Top of ENTRIES SHOWN
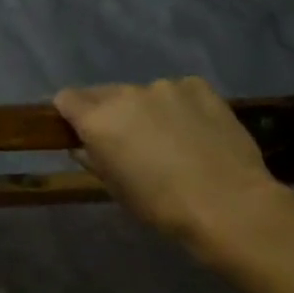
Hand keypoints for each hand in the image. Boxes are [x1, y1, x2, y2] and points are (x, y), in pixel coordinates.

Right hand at [54, 77, 281, 248]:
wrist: (226, 202)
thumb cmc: (161, 205)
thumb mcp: (116, 189)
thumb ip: (94, 160)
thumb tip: (83, 146)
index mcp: (98, 120)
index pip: (67, 99)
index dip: (70, 114)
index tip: (79, 131)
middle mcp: (127, 94)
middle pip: (105, 94)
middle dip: (109, 113)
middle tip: (128, 142)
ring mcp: (165, 86)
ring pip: (144, 94)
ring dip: (147, 110)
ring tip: (170, 139)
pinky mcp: (198, 86)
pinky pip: (178, 92)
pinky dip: (179, 107)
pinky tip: (196, 131)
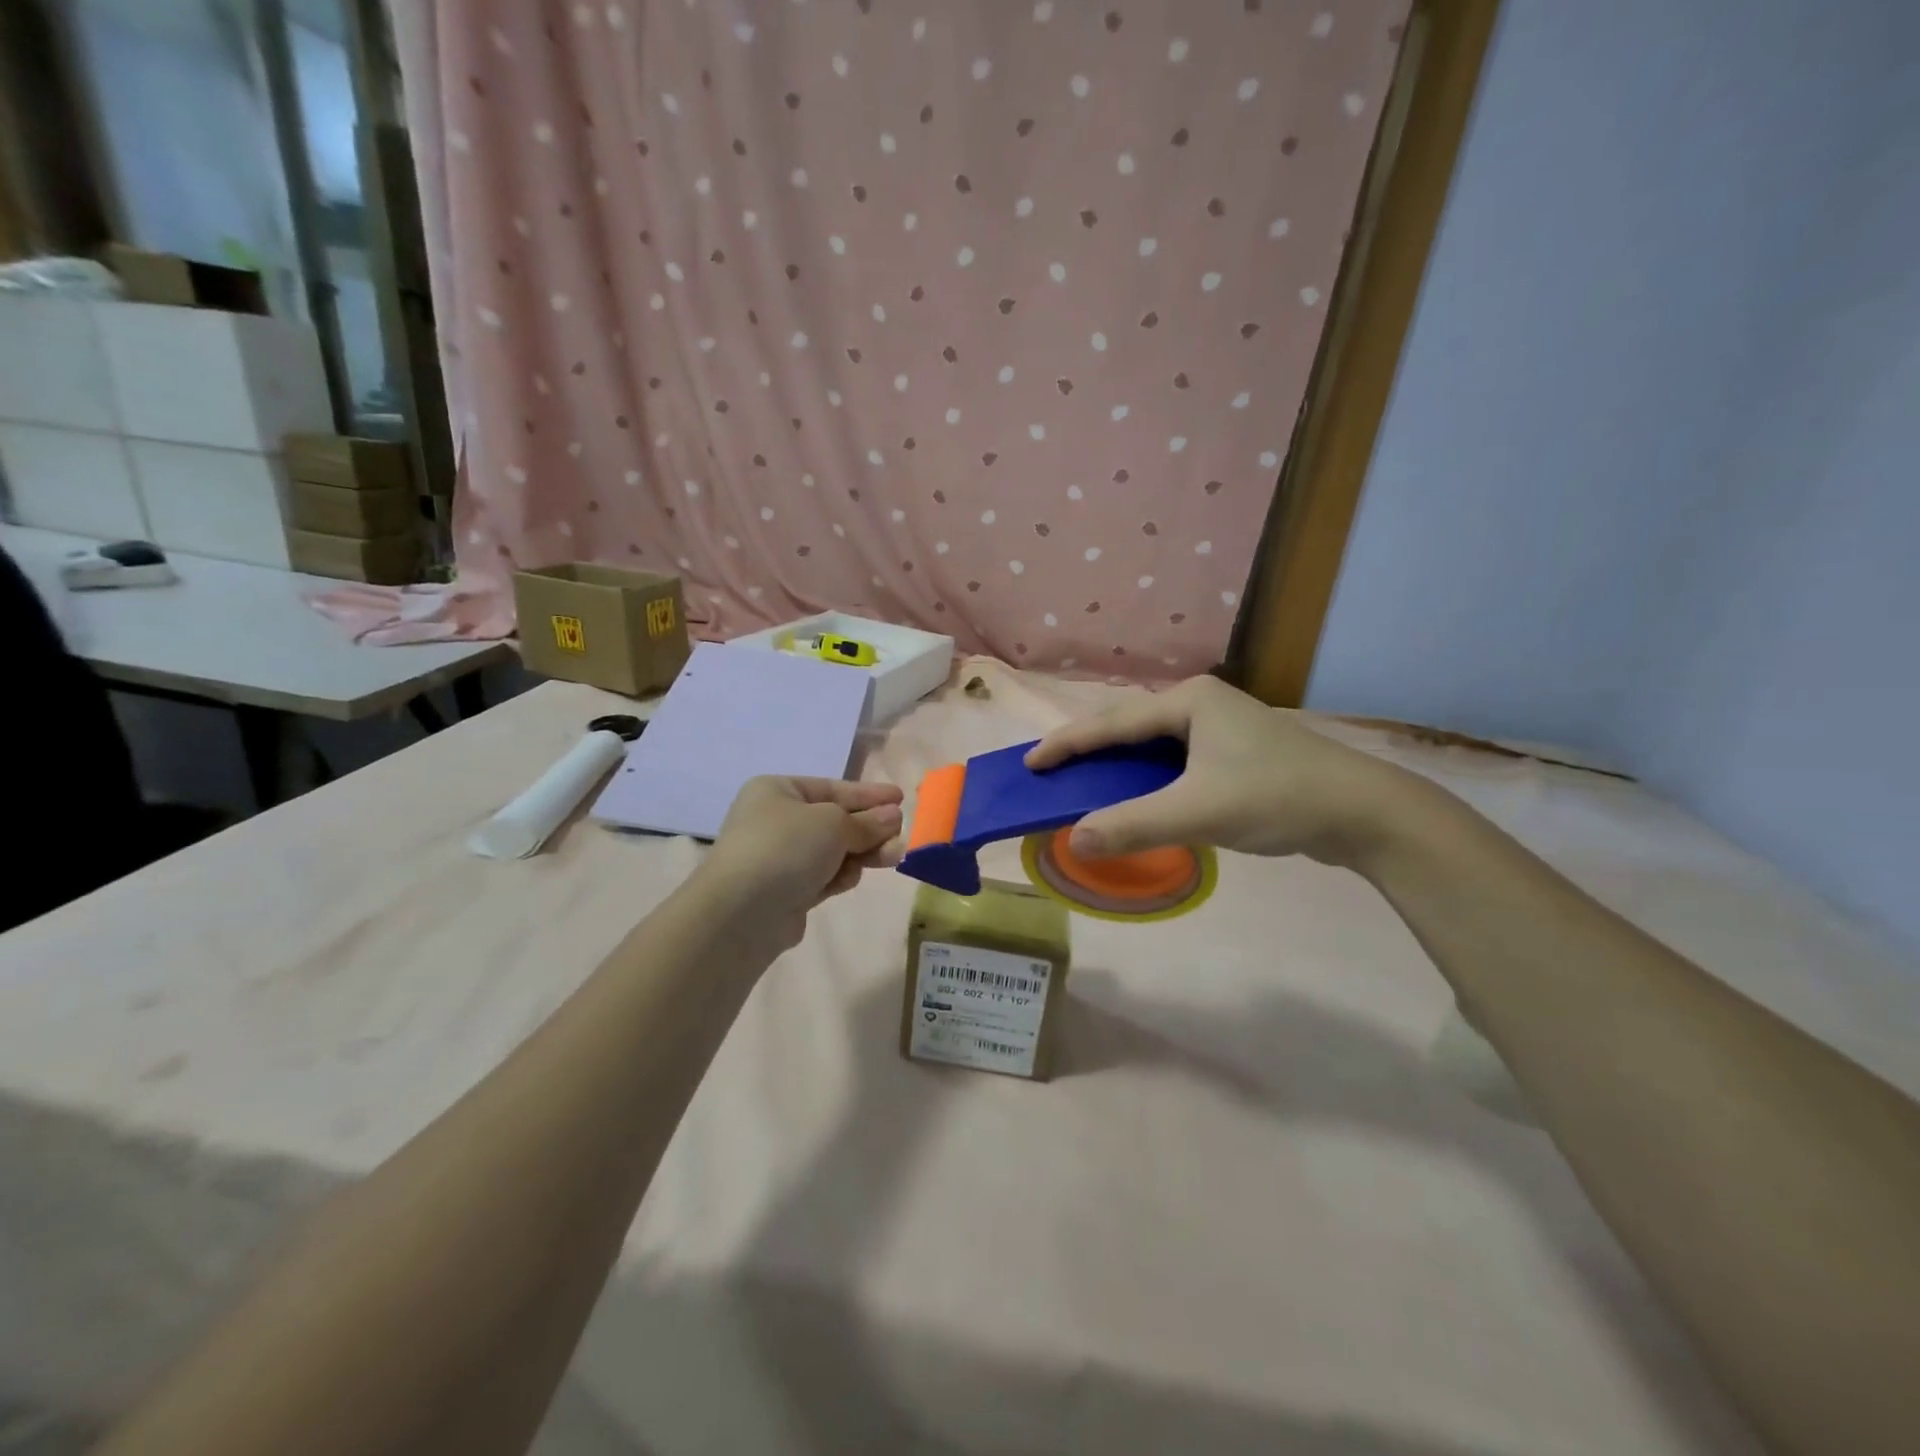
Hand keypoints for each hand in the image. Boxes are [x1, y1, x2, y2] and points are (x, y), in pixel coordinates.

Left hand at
Bottom of ENTRIES SHOWN
*WORK INSTRUCTION*
Hand back the data exactly as it appears, with all pictures cut.

*SOLUTION FOR THIS EXERCISE*
Hand keypoints for each hand in the image. Boxes are [x1, y1, x2, y2] and points are (x, y), in pixel coordinates.

Right hand at [54, 77, 281, 248]:
wrist: (226, 202)
thumb cmc: (161, 205)
thumb mcp: (116, 189)
thumb ip: (94, 160)
thumb tip: (83, 146)
index mcp: (98, 120)
index pip: (67, 99)
index dip: (70, 114)
index tip: (79, 131)
middle mcp: (127, 94)
middle pip: (105, 94)
middle dip: (109, 113)
middle tip: (128, 142)
ring mcp: (165, 86)
ring pip: (144, 94)
ring dip: (147, 110)
ring tip: (170, 139)
pinky mcp: (198, 86)
pinky pip: (178, 92)
pinky dip: (179, 107)
pinky tip: (196, 131)
Hand keypoints for each hand in the image. Boxes are [x1, y1, x2, y2] and points are (x, y), in pixel coordinates.

Left hand at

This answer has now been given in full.